Quando ho una buona idea, me la porto in testa e la scrivo, ma non basta. Ci vuole di più perché un’idea diventi un romanzo. Non sono il tipo di scrittore che scrive tre ore o un certo numero di pagine ogni giorno in modo disciplinato. Non scrivo affatto per lunghi periodi, ma quando inizio, devo continuare. Entro profondamente nella storia, che diventa parte di me. Questo non accade sempre, puoi avere una buona idea, ma quando scrivi a volte rimani fuori, e i dialoghi ti fanno sentire estraneo. Deve scattare una scintilla. Di solito scrivo, e dopo trenta o quaranta pagine, quella scintilla si accende, ha qualcosa a che fare con il mistero della creatività. Poi entro nella storia, e anche se sono ancora io a guidarla, la storia stessa prende ogni tanto una direzione anche per me inaspettata. Se questa ispirazione non viene, allora bisogna essere pronti a scartare l’idea, anche se pensavo che fosse buona, e in questo caso non diventerà mai un romanzo, mi è successo diverse volte.

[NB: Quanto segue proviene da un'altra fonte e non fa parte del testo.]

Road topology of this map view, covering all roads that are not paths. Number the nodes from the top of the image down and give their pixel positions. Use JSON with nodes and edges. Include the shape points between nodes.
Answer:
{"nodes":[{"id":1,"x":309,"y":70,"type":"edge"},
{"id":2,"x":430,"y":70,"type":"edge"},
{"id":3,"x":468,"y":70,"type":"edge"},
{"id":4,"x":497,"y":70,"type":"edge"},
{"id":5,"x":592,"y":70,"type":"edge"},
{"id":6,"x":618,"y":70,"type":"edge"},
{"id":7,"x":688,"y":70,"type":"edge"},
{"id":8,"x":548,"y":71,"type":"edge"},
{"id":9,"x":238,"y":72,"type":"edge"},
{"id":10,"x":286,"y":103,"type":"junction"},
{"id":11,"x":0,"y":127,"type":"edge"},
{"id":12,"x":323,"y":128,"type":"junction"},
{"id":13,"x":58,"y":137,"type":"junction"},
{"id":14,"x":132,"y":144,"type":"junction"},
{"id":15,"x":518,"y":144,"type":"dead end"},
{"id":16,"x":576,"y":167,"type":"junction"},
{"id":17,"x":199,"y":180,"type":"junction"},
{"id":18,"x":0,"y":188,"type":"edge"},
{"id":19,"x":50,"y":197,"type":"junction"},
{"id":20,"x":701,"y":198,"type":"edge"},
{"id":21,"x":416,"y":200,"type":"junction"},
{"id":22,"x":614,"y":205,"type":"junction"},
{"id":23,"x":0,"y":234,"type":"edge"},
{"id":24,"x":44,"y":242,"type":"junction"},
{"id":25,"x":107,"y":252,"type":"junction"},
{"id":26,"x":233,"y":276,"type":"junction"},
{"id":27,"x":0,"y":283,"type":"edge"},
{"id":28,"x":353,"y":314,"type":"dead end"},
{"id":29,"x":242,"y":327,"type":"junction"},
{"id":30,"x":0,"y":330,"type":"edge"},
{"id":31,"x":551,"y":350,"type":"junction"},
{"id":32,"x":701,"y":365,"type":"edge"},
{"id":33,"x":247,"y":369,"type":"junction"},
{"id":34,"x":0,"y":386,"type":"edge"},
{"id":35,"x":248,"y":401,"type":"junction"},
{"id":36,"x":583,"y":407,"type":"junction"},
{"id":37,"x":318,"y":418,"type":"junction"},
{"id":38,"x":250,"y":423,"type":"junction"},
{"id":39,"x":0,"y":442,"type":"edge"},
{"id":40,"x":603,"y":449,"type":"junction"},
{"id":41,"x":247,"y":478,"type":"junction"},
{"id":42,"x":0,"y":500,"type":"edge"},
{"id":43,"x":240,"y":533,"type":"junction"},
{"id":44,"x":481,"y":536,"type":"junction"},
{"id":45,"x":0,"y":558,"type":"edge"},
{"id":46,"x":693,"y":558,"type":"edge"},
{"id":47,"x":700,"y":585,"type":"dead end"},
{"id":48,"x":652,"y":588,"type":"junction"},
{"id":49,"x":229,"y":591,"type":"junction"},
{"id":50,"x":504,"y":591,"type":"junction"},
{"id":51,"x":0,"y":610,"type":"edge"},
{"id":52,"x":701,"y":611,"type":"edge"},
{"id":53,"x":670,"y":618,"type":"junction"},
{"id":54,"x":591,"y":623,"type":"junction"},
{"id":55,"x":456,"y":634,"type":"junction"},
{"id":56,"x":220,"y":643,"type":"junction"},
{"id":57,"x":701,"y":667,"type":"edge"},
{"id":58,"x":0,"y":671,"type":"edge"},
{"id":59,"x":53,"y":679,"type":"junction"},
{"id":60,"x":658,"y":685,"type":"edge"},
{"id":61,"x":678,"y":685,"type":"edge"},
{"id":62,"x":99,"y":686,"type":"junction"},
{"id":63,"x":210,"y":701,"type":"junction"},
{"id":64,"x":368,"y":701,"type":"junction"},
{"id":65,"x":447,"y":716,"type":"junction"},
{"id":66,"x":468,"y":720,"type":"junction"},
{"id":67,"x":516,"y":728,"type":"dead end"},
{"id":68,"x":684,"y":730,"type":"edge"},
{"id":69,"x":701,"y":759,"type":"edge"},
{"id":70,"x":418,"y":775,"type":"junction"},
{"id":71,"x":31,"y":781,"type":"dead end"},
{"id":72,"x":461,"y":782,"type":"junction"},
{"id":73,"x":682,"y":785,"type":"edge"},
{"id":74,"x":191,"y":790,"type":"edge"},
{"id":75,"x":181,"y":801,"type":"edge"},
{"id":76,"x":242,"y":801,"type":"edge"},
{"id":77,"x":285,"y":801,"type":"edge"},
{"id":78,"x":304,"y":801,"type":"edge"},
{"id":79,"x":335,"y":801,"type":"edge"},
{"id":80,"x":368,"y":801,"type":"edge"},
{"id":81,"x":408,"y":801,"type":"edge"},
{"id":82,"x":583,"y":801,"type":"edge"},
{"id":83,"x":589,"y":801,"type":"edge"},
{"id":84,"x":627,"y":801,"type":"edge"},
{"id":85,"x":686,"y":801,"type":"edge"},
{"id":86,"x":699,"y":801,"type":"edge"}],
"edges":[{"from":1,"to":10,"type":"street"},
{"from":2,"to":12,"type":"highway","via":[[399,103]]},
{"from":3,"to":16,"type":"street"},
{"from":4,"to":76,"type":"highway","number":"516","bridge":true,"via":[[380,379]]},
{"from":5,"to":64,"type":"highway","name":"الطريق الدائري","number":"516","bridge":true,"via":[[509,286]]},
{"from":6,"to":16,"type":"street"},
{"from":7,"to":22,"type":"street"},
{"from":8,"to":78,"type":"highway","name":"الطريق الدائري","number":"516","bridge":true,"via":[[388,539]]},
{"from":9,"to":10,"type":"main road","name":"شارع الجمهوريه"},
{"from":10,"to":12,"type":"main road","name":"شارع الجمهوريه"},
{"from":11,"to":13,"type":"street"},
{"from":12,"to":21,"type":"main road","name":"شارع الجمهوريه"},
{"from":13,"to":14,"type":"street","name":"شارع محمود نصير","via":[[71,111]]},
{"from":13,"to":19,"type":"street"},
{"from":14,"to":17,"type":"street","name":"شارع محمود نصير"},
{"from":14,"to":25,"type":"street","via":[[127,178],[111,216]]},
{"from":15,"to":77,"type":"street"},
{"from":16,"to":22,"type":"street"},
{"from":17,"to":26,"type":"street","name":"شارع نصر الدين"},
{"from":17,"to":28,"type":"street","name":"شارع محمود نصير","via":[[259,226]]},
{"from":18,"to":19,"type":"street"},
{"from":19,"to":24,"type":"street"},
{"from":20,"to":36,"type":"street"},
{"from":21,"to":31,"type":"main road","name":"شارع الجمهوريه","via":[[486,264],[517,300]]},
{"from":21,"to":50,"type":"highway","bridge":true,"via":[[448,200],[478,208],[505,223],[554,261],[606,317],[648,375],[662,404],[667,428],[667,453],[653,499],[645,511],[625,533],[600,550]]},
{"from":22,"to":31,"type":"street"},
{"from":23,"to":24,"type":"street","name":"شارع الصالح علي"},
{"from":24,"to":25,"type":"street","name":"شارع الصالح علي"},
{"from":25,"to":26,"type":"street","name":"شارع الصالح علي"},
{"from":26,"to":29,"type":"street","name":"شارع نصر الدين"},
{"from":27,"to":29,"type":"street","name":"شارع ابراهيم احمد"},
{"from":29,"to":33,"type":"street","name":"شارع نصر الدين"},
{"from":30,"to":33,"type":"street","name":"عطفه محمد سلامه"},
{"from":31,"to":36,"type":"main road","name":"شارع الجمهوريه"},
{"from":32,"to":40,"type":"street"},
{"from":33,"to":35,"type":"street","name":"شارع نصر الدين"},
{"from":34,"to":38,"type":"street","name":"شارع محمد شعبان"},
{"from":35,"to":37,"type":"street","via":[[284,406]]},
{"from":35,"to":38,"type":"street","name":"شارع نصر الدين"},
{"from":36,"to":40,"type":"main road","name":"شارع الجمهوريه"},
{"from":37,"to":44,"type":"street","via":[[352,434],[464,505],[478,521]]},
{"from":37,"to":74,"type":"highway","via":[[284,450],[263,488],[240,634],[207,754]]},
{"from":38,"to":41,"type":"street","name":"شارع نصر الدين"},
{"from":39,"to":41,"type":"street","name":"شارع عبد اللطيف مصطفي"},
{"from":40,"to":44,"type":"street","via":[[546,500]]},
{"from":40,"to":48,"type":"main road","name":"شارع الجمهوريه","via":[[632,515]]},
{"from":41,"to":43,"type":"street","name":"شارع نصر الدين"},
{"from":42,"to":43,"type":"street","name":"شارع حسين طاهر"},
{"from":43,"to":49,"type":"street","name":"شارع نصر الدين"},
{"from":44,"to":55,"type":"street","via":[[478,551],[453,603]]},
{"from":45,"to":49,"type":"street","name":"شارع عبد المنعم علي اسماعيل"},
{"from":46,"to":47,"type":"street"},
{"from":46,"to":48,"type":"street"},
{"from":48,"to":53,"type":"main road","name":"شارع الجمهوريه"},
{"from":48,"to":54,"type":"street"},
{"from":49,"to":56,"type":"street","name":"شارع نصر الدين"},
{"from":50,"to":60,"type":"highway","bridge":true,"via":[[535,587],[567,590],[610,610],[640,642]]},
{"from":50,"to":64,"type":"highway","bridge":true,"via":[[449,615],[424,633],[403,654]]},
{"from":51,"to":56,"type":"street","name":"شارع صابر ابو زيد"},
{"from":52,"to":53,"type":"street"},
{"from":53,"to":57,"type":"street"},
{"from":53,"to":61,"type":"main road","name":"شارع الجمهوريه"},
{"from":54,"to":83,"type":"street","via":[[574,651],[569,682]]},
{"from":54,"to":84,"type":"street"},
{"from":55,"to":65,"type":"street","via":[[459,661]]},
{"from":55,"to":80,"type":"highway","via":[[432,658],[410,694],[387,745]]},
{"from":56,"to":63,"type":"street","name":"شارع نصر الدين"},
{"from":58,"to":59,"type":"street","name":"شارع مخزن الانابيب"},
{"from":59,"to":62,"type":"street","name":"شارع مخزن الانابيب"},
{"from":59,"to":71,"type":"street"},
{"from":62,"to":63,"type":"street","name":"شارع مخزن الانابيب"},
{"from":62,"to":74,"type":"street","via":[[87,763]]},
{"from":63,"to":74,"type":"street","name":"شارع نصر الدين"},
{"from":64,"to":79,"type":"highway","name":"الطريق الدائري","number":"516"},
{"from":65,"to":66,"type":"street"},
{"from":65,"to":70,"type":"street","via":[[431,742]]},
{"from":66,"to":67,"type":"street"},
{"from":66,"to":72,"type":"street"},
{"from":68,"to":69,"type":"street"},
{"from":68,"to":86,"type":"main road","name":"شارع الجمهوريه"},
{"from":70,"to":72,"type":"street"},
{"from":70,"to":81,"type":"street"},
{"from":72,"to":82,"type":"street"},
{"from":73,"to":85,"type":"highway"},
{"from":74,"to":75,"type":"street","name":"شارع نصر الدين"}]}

E poi, una volta che la scintilla creativa si è accesa, quanto tempo ti ci vuole per scrivere la prima versione?
All’inizio, devo portare la storia velocemente avanti, in più o meno tre settimane scrivo una bozza. Ho una tale fretta creativa che mantengo i dialoghi brevi e secchi, perché so tutto io, so come si sentono i protagonisti in quel momento. Solo in un secondo turno mi metto a dettagliare ed arricchire le frasi, descrivendo i sentimenti dei protagonisti ai miei lettori. 200.000 battute diventano poi 350.000, a grandi linee.
Hai degli scrittori preferiti o delle opere che ti hanno ispirato?
Il mio autore preferito in assoluto è il giapponese Haruki Murakami. Lo scrittore italiano che mi piace è Andrea De Carlo. La cosa di De Carlo ha influenzato la mia strada, lascia che te la racconti. Fino a 38 anni non avevo letto nulla di De Carlo, poi ho letto “Due di due”, e questa storia, soprattutto il suo protagonista Guido, mi ha ispirato a scrivere il mio primo romanzo. Francesco Massa di “Io no” sarebbe il migliore amico di Guido, e l’ho anche scritto a De Carlo in una lettera. In realtà io sento difficoltà quando le persone dicono che un libro ha cambiato la loro vita. Com’è possibile, vorrei chiedere, quanto era vuota la loro vita fino ad allora? Direi, semmai, solo la Bibbia dovrebbe essere in grado di cambiare una vita. O forse il primo libro che leggi da giovane, che ti apre il mondo della letteratura. Eppure, nel mio caso, un libro, “Due di due” di De Carlo, ha risvegliato il mio desiderio di scriverne uno io stesso. Forse avrei iniziato a scrivere ugualmente, ma il suo libro in quel momento mi ha acceso la scintilla.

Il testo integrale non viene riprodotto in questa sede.